A gardener needs two kinds of rakes. The first is a garden, or bow, rake, which looks like a long, heavy comb with rigid tines. Use it to level ground when planting seeds or making a new garden bed. The second is a leaf rake, an essential tool if there are trees in the yard. Come fall, the leaves will drop and you'll use the leaf rake to gather them up as mulch for the garden. (Bonus tip: To make mulch, put the leaves in a big black plastic bag, punch holes in the sides, water the contents, and let sit for a year or so.)
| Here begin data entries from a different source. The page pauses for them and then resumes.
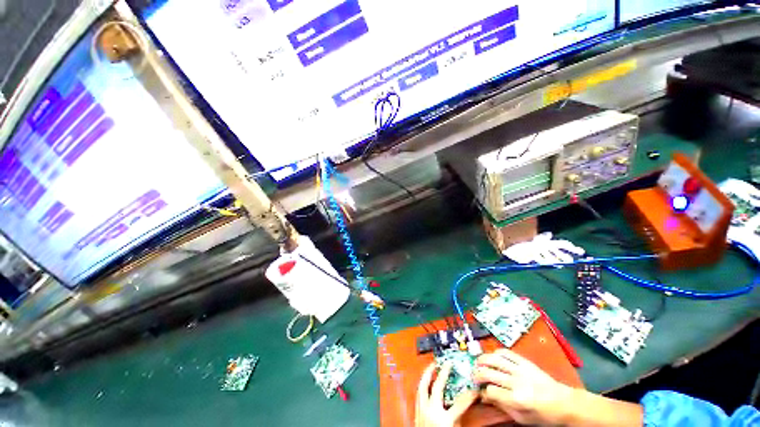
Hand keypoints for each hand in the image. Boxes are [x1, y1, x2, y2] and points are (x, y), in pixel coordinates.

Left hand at [416, 362, 477, 426]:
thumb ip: (459, 416)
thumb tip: (467, 403)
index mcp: (442, 420)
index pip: (459, 404)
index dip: (468, 396)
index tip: (475, 389)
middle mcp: (430, 412)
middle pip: (434, 387)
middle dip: (439, 373)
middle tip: (443, 363)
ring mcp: (421, 412)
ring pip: (421, 387)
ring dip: (426, 375)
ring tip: (431, 368)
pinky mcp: (416, 414)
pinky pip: (418, 395)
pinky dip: (422, 386)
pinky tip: (424, 384)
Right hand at [473, 349, 573, 424]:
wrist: (564, 402)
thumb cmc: (543, 415)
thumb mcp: (523, 419)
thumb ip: (503, 407)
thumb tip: (486, 397)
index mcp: (517, 399)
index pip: (491, 391)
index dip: (483, 392)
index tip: (481, 393)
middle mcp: (516, 381)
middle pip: (489, 373)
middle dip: (477, 374)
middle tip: (474, 376)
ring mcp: (520, 369)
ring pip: (494, 359)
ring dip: (483, 360)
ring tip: (478, 363)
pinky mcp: (524, 361)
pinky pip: (507, 353)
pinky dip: (497, 353)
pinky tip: (492, 356)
An absolute must for container gardening, a trowel lets you get up close and personal with dirt. The pointy blade can break through tough sod or packed earth, and is useful for making holes in the ground for small things, such as bulbs or nursery-potted plants. If you do a lot of planting, your hands will be around this tool quite a bit, so choose one with an ergonomic handle that feels good. (Bonus tip: Buy tools with brightly colored handles or wrap them in fluorescent duct tape. Either way, they'll be easy to find when you drop them in the garden.)
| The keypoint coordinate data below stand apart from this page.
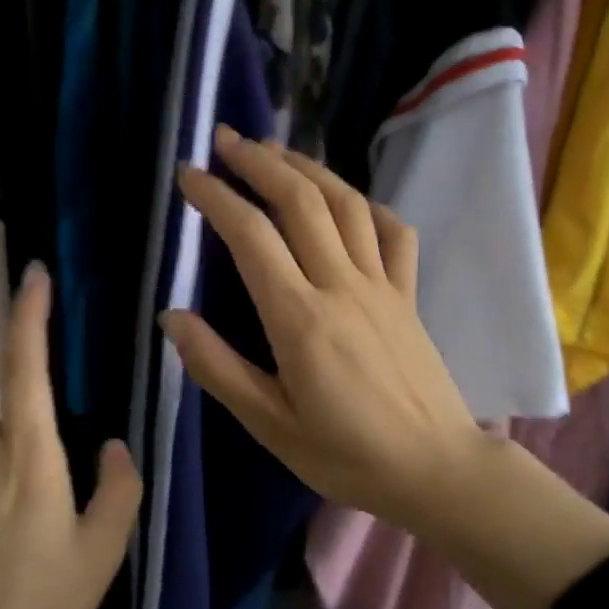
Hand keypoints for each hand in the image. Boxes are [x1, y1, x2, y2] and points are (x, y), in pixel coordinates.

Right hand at [165, 129, 608, 608]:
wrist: (436, 469)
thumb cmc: (346, 456)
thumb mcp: (270, 425)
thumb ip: (218, 368)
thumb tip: (172, 317)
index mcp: (301, 319)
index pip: (252, 237)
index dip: (216, 198)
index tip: (187, 176)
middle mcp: (342, 286)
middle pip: (300, 201)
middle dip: (259, 162)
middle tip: (226, 139)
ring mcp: (383, 286)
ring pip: (346, 205)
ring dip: (308, 168)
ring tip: (275, 151)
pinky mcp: (409, 296)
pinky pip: (393, 233)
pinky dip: (368, 206)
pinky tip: (348, 201)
Also called a cultivator, this hand tool has curved tines and is invaluable for breaking up soil before planting seeds, sifting out small rocks when digging a hole, or pulling out weeds by the root. Once harvest time comes, this is the tool to use to get those root vegetables out of the ground. Again, an ergonomic handle makes it easier to hold.
Like it or not, weeds are a given in any garden. You must get rid of them as they pop up or by summer's end they will have overtaken the plants. In a vegetable garden, a hoe will help you clean between rows; in a flower bed, it will help remove the weeds between the plants. A hoe has a long handle and a small blade at a right angle, which also makes it ideal for creating planting furrows.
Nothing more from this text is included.